Проводя различие между контекстом обоснования и контекстом открытия, Райхенбах воспроизвел известную аргументацию, в рамках которой естественные науки, как точные и объективные, противопоставлялись наукам гуманитарным, как интерпретативным и субъективным формам знания. Наиболее ярко это противопоставление между гуманитарными и естественными науками как взаимоисключающими формами знания было сформулировано в немецкой интеллектуальной традиции третьей четверти XIX века. Так, в своей влиятельной работе Введение в науки о духе берлинский философ Вильгельм Дильтей утверждал, что у естественных и гуманитарных наук разные предметы исследования. В противоположность природному и материальному миру, который изучают ученые-естественники, мир, который исследуют историки, — это мир смыслов, возникающих в результате взаимодействий между людьми. Предметом гуманитарных наук являются разум и дух (Geist), находящие выражение в историческом процессе. По мнению Дильтея, причинно-следственные отношения, выявляемые естественными науками, не могут сами по себе объяснить действия людей или передать историю человечества, сотканную из передаваемых из поколения в поколение смыслов [54]. Таким образом, задача гуманитарных наук, или наук о духе (Geisteswissenschaften), состоит не в причинном объяснении (Erklären), а в понимании (Verstehen) и интерпретации (Deutung) [55]. Согласно Дильтею, понимание возможно потому, что историки (в отличие от ученых-естественников) могут переживать (Erleben) то, что происходило с другими людьми, и таким образом понимать их действия. Иными словами, в отличие от естественных наук история герменевтична по своей сути [56].
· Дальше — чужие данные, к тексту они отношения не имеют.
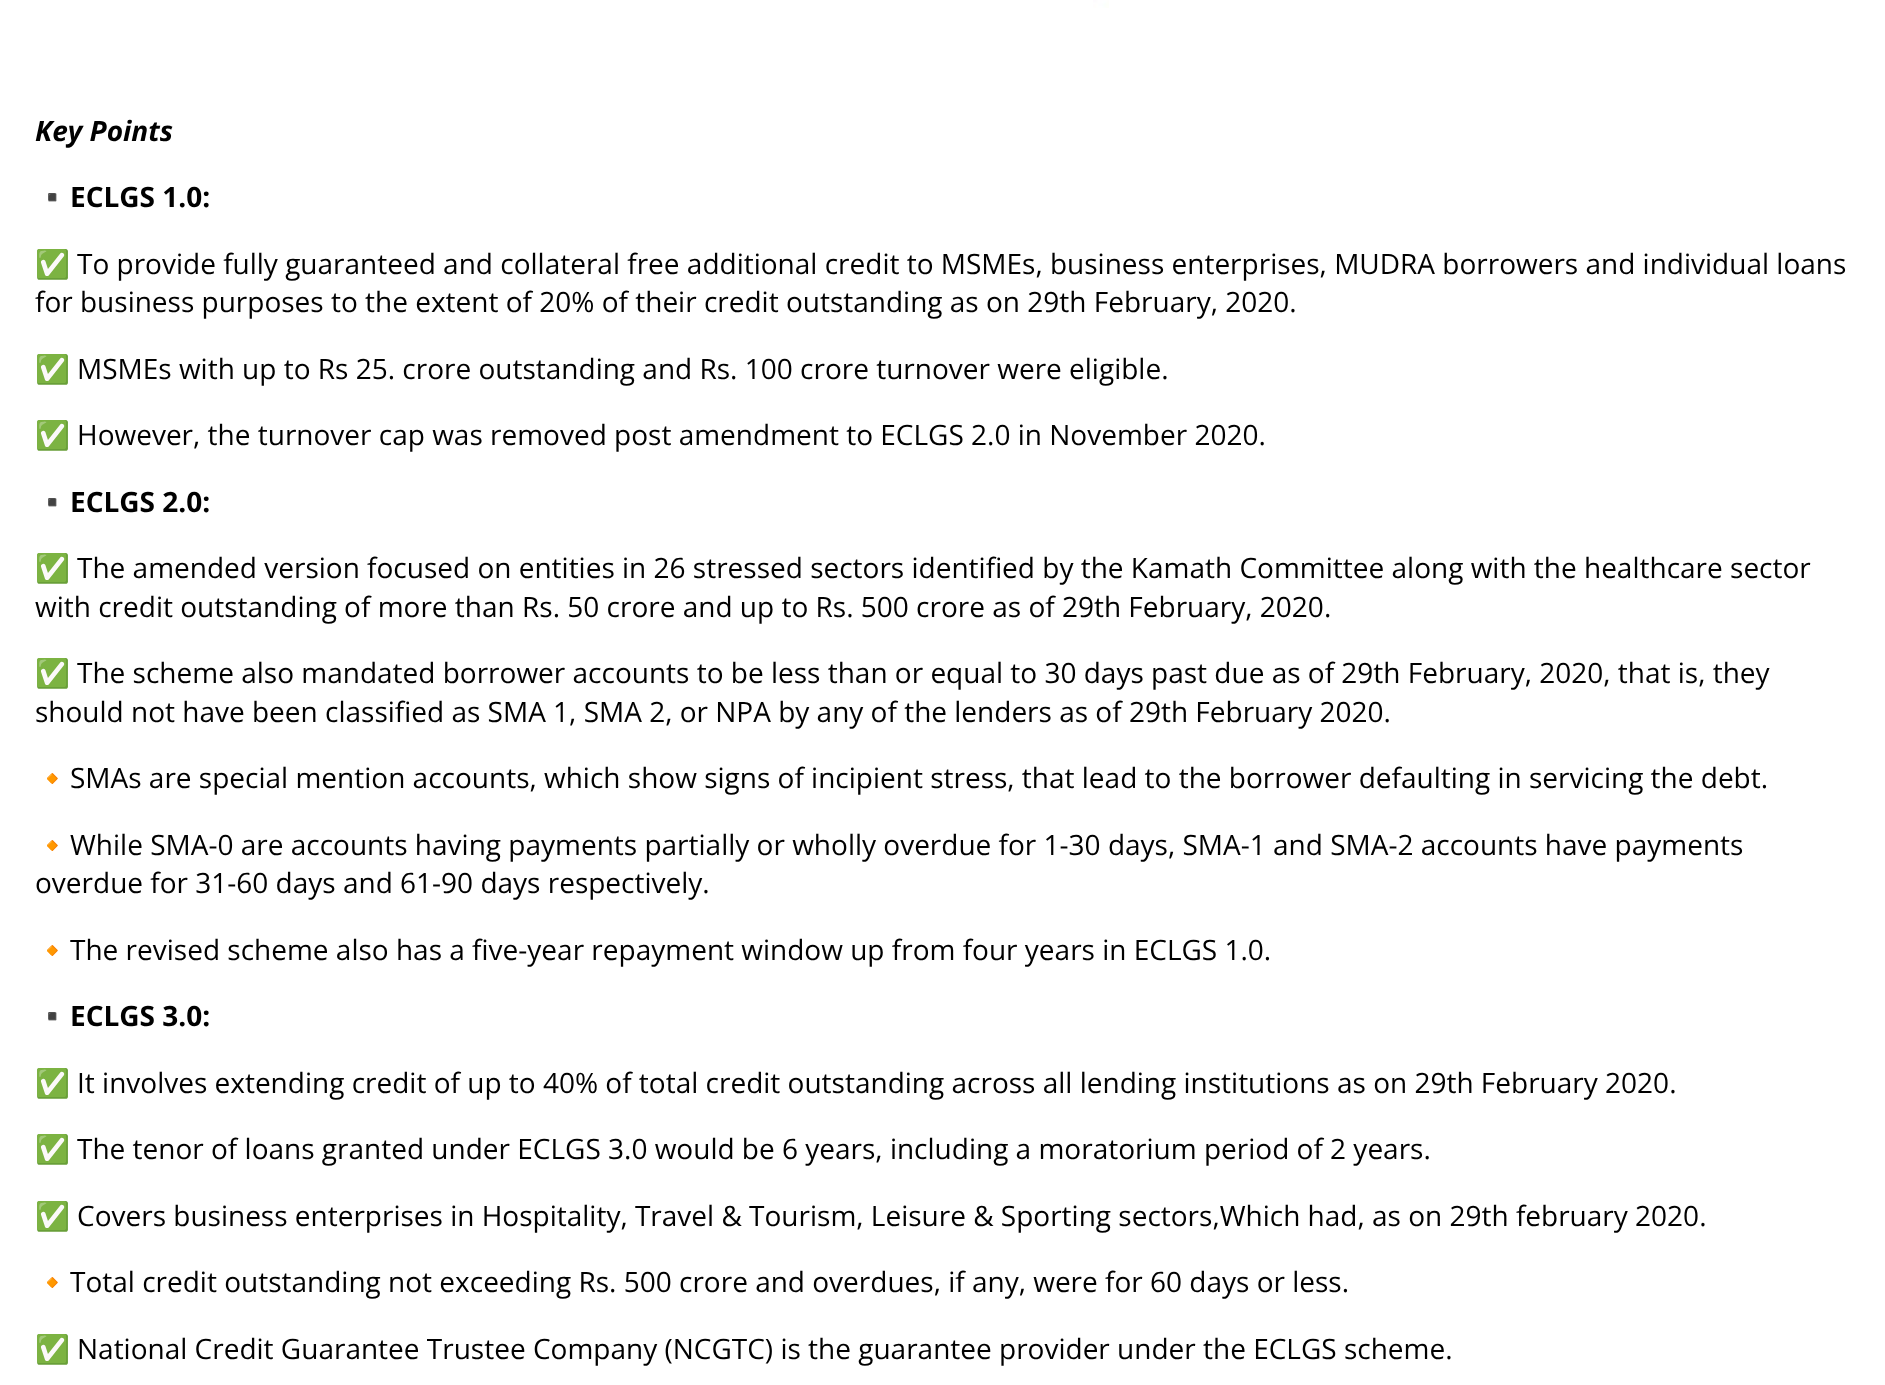 <svg xmlns="http://www.w3.org/2000/svg" xmlns:xlink="http://www.w3.org/1999/xlink" width="1885" height="1385" viewBox="0 0 1885 1385">
<style>
.cls-1{font:italic bold 28px Open Sans;fill:#000000}
.cls-2{font:bold 28px Noto Color Emoji;fill:#000000}
.cls-3{font:bold 28px Open Sans;fill:#000000}
.cls-4{font:28px Noto Color Emoji;fill:#000000}
.cls-5{font:28px Open Sans;fill:#000000}
</style>
<rect width="100%" height="100%" fill="#ffffff"/>
<image xlink:href="image0.png" x="1093" y="0" width="16" height="8"/>
<text class="cls-1" x="35" y="141">Key Points</text>
<text class="cls-2" x="35" y="207">▪️</text>
<text class="cls-3" x="70" y="207">ECLGS 1.0:</text>
<text class="cls-4" x="35" y="274">✅</text>
<text class="cls-5" x="77" y="274">To provide fully guaranteed and collateral free additional credit to MSMEs, business enterprises, MUDRA borrowers and individual loans</text>
<text class="cls-5" x="35" y="312">for business purposes to the extent of 20% of their credit outstanding as on 29th February, 2020.</text>
<text class="cls-4" x="35" y="379">✅</text>
<text class="cls-5" x="77" y="379">MSMEs with up to Rs 25. crore outstanding and Rs. 100 crore turnover were eligible.</text>
<text class="cls-4" x="35" y="445">✅</text>
<text class="cls-5" x="77" y="445">However, the turnover cap was removed post amendment to ECLGS 2.0 in November 2020.</text>
<text class="cls-2" x="35" y="512">▪️</text>
<text class="cls-3" x="70" y="512">ECLGS 2.0:</text>
<text class="cls-4" x="35" y="578">✅</text>
<text class="cls-5" x="77" y="578">The amended version focused on entities in 26 stressed sectors identified by the Kamath Committee along with the healthcare sector</text>
<text class="cls-5" x="35" y="617">with credit outstanding of more than Rs. 50 crore and up to Rs. 500 crore as of 29th February, 2020.</text>
<text class="cls-4" x="35" y="683">✅</text>
<text class="cls-5" x="77" y="683">The scheme also mandated borrower accounts to be less than or equal to 30 days past due as of 29th February, 2020, that is, they</text>
<text class="cls-5" x="35" y="722">should not have been classified as SMA 1, SMA 2, or NPA by any of the lenders as of 29th February 2020.</text>
<text class="cls-4" x="35" y="788">🔸</text>
<text class="cls-5" x="70" y="788">SMAs are special mention accounts, which show signs of incipient stress, that lead to the borrower defaulting in servicing the debt.</text>
<text class="cls-4" x="35" y="855">🔸</text>
<text class="cls-5" x="70" y="855">While SMA-0 are accounts having payments partially or wholly overdue for 1-30 days, SMA-1 and SMA-2 accounts have payments</text>
<text class="cls-5" x="35" y="893">overdue for 31-60 days and 61-90 days respectively.</text>
<text class="cls-4" x="35" y="960">🔸</text>
<text class="cls-5" x="70" y="960">The revised scheme also has a five-year repayment window up from four years in ECLGS 1.0.</text>
<text class="cls-2" x="35" y="1026">▪️</text>
<text class="cls-3" x="70" y="1026">ECLGS 3.0:</text>
<text class="cls-4" x="35" y="1093">✅</text>
<text class="cls-5" x="77" y="1093">It involves extending credit of up to 40% of total credit outstanding across all lending institutions as on 29th February 2020.</text>
<text class="cls-4" x="35" y="1159">✅</text>
<text class="cls-5" x="77" y="1159">The tenor of loans granted under ECLGS 3.0 would be 6 years, including a moratorium period of 2 years.</text>
<text class="cls-4" x="35" y="1226">✅</text>
<text class="cls-5" x="77" y="1226">Covers business enterprises in Hospitality, Travel &amp; Tourism, Leisure &amp; Sporting sectors,Which had, as on 29th february 2020.</text>
<text class="cls-4" x="35" y="1292">🔸</text>
<text class="cls-5" x="70" y="1292">Total credit outstanding not exceeding Rs. 500 crore and overdues, if any, were for 60 days or less.</text>
<text class="cls-4" x="35" y="1359">✅</text>
<text class="cls-5" x="77" y="1359">National Credit Guarantee Trustee Company (NCGTC) is the guarantee provider under the ECLGS scheme.</text>
</svg>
Все лидеры Венского кружка — в частности, Рудольф Карнап, Мориц Шлик и Отто Нейрат — были хорошо знакомы с работами Дильтея, прибегая к ним в своей критике метафизики. В частности, Карнап обсуждал критическую герменевтику Дильтея в своих работах, подчеркивая, вслед за Дильтеем, что «интуитивное чувство жизни» не может быть частью единой системы науки, поскольку ему невозможно дать концептуальное определение [57].

Конечно, реальные практики работы гуманитариев и естественников, как в конце XIX века, так и сегодня, мало укладываются в прокрустово ложе бинарной оппозиции между пониманием и объяснением, или между универсальным и уникальным. Тем не менее, на протяжении всего ХX века представление о том, что гуманитарные и естественные науки являются разными и даже взаимоисключающими формами знания, вновь и вновь проговаривалось такими влиятельными философами, как Генрих Риккерт, Эрнст Кассирер и Ганс-Георг Гадамер [58]. В философии науки разграничение между контекстом открытия и контекстом обоснования, сформулированное Райхенбахом, принималось философами науки на протяжении большей части XX века [59]. В своей возможно наиболее популярной версии, бинарная оппозиция гуманитарных и естественных наук обрела новую жизнь в послевоенный период в популярной и по сей день книге Чарльза Сноу о «двух культурах» [60].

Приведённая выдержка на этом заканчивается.